Marisa Maganinho é casada com um «surdo profundo» e, no seu discurso, começou logo por desmistificar o facto «de se pensar que uma pessoa que é surda, é muda. Dizer-se “surdo – mudo” é errado e até ofensivo para as pessoas surdas». A jovem, que tem duas filhas com o marido, André, explica que se todos tivessem conhecimento da língua gestual seria importante, «mas o fator essencial é o da normalização. Não fazer ar estranho quando se tem conhecimento da surdez». «O André é autónomo, giro e trabalha como responsável logístico. A única coisa que precisamos é que o respeitem no dia-a-dia, até porque uma pessoa surda faz exatamente as mesmas coisas que todos nós», defendeu, lamentando ouvir comentários de que «as filhas são tão pequeninas e já sabem língua gestual». «Elas são bilingues, uma vez que em casa só nos comunicamos em língua gestual», desvendou ainda, questionando: «Se crianças de 1 e 4 anos desenvolvem estratégias para comunicar com o pai, como é que nós adultos não conseguimos?».

Por outro lado, Marisa Maganinho explicou que «uma pessoa surda precisa, todos os dias, de ir ao pão, ao banco, ao supermercado e as pessoas do outro lado não estão sensibilizadas para isso». «Não tem mal o desconhecido, mal é não estarmos abertos a conhecê-lo.

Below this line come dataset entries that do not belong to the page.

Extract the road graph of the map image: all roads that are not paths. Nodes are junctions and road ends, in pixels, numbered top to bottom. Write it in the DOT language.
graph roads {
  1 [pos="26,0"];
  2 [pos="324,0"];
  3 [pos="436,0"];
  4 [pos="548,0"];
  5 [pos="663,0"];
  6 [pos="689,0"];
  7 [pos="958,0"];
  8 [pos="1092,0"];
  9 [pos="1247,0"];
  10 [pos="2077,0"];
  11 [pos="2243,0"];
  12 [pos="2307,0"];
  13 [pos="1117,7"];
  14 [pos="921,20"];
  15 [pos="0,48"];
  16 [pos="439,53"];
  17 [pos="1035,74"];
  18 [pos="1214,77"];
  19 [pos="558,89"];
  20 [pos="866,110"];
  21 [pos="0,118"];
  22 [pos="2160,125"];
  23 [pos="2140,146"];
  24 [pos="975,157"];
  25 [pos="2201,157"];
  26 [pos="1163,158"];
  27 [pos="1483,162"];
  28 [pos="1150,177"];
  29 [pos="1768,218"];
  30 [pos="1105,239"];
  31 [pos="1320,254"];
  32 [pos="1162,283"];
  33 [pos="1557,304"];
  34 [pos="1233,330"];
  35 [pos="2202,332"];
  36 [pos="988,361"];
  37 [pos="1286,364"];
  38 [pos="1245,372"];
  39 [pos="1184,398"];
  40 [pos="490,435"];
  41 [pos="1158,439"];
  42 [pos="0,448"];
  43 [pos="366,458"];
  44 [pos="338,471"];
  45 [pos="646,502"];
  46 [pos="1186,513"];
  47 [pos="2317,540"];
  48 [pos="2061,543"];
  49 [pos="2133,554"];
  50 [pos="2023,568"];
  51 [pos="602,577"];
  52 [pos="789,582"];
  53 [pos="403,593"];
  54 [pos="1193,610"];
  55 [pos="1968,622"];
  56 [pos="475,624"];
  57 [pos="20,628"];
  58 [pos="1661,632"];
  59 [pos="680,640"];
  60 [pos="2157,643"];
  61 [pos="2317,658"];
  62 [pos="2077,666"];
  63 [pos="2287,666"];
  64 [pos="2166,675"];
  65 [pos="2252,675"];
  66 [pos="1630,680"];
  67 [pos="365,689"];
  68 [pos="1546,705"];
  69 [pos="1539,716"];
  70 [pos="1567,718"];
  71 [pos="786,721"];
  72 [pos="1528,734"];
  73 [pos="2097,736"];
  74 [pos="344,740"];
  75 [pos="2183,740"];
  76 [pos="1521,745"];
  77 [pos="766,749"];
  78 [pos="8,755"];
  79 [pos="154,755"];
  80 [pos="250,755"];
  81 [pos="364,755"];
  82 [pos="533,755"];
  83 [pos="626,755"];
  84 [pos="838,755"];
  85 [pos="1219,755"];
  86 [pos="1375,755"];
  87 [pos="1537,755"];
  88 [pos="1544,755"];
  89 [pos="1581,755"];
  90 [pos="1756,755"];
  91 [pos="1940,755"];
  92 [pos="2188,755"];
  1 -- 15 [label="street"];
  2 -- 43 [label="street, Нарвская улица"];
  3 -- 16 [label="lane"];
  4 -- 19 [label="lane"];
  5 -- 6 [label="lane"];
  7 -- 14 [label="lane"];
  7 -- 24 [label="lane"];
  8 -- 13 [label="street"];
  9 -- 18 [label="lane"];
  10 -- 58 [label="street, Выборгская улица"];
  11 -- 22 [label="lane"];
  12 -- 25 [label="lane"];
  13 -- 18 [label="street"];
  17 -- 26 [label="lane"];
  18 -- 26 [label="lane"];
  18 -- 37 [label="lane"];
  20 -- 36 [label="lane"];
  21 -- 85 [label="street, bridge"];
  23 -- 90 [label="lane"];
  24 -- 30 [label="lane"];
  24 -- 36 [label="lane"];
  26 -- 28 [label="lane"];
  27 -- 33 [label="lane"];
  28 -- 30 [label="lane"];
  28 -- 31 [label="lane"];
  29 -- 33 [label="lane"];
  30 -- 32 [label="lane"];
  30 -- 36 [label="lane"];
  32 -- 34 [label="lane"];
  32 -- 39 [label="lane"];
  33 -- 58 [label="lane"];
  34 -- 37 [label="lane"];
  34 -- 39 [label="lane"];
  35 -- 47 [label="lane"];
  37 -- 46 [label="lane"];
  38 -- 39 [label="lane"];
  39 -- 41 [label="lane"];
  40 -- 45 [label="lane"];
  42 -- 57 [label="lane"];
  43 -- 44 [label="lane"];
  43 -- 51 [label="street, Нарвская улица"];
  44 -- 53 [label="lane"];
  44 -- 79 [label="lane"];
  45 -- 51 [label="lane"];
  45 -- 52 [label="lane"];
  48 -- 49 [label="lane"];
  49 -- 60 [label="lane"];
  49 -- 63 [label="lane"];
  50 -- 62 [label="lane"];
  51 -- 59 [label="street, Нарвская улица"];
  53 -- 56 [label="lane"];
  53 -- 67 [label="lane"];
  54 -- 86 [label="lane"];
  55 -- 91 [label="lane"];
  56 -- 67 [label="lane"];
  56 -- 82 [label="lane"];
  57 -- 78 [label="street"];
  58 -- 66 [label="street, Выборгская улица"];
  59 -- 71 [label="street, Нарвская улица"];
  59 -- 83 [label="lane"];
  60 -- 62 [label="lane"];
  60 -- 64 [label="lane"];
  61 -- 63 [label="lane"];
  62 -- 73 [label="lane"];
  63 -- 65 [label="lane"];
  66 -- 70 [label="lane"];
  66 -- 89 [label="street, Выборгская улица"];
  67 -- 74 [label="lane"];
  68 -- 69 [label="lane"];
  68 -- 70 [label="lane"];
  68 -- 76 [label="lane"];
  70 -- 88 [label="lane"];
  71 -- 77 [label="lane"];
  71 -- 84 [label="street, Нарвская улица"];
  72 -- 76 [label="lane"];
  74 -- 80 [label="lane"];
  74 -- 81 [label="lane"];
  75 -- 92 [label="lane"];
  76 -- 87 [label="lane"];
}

Quando casei com o André não foi para ser secretária dele. Somos pessoas individuais e a ideia que o vim “salvar” é errada», enfatizou.

Outro fator que dificulta a comunicação é o facto «da língua gestual ter uma gramática e sintaxes diferentes». «Quando eu digo “eu vou por casa”, o André percebe “eu a casa  vou”», explica a jovem, corroborada por Ana Garcia, da Accessible Portugal, associação que se dedica a promover o Turismo acessível para todos, que considera que «o ensino do português aos surdos também tem que evoluir e ser mais adequado».

Presente na sessão, promovida pela Autarquia da Mealhada no âmbito das iniciativas da Semana Europeia da Mobilidade, esteve Carlos Nogueira, de 56 anos, que devido «aos 13 meses de idade não ter tomado uma vacina, por falta de rutura em África, ficou numa cadeira de rodas». «Os meus pais tiveram a capacidade de me educarem e tratarem de igual forma como aos meus irmãos. Regressamos a Portugal, quando ainda era pequeno, para fazer cá o meu percurso de ensino e se hoje falamos em falta de acessibilidades, imaginem como era há uns anos valentes», referiu, confessando não ter encontrado «problemas nas crianças, mas sim nos adultos e nas barreiras arquitetónicas. Tive, aliás, professores que se recusaram a mudar do primeiro andar para o rés-do-chão».

Independente financeiramente desde os 18 anos, altura em que começou a trabalhar na Câmara Municipal de Lisboa, Carlos Nogueira enaltece o papel desta Autarquia «pelo grande peso que teve na integração destas pessoas. Para nós ter um emprego é algo muito importante». «Vivi oito anos no Luxemburgo e viajei muito sozinho. Vim muitas vezes de carro porque vir pelo aeroporto implicaria pedir ajuda a pessoas, como tinha um carro adaptado e as autoestradas não têm degraus, colocava-me ao mesmo nível de todas as outras pessoas», explicou, enfatizando: «Se não nos complicarem a vida, nós fazemos».

 

Desmontou cadeira e rastejou no passeio para conseguir entrar em casa

Os lugares de estacionamento para pessoas que se deslocam em cadeiras de rodas foi um dos pontos focados na sessão, com Carlos Nogueira a relatar uma história que lhe aconteceu, depois de ver o estacionamento, destinado a pessoas com limitação de mobilidade, ocupado, mas também um veículo mal estacionado que não lhe permitia ter acesso à entrada de casa.

«Fui estacionar o meu carro longe e na calçada, já junto ao prédio, desci da cadeira para o chão, desmanchei-a peça por peça, e rastejei até ao lanço do prédio, onde voltei a montar a cadeira e a sentar-me nela», contou, afirmando conseguir fazê-lo devido à sua «destreza e sensibilidade». «Se fosse um amigo meu, com lesão de medula, o que lhe ia acontecer era ter de dormir no carro», lamentou.

«Às vezes ouvimos “desculpe, foram só cinco minutos”. A verdade é que já perdi compromissos por causa desses cinco minutos, uma vez que a nossa mobilidade não se faz com tanta rapidez como a de qualquer outra pessoa», rematou.

Ana Garcia, da Accessible Portugal, associação que se dedica a promover o Turismo acessível para todos, afirmou que «sem acessibilidade não há inclusão», mas colocou a tónica nas pessoas «e não nas rampas». Concretizou, com testemunhos de diversas pessoas, explicando que é positivo existirem infraestruturas de promoção de acessibilidade, mas esta carece de pessoas, não só de especialistas, mas de toda a sociedade, no sentido em que cada um deve ter competências humanas para saber responder e acolher quem tem algum tipo de incapacidade, nomeadamente no setor do Turismo. «Hoje, um milhão de pessoas têm dificuldade em compreender e reter informação no nosso país e isso demonstra que temos que estar preparados para saber comunicar», afirmou.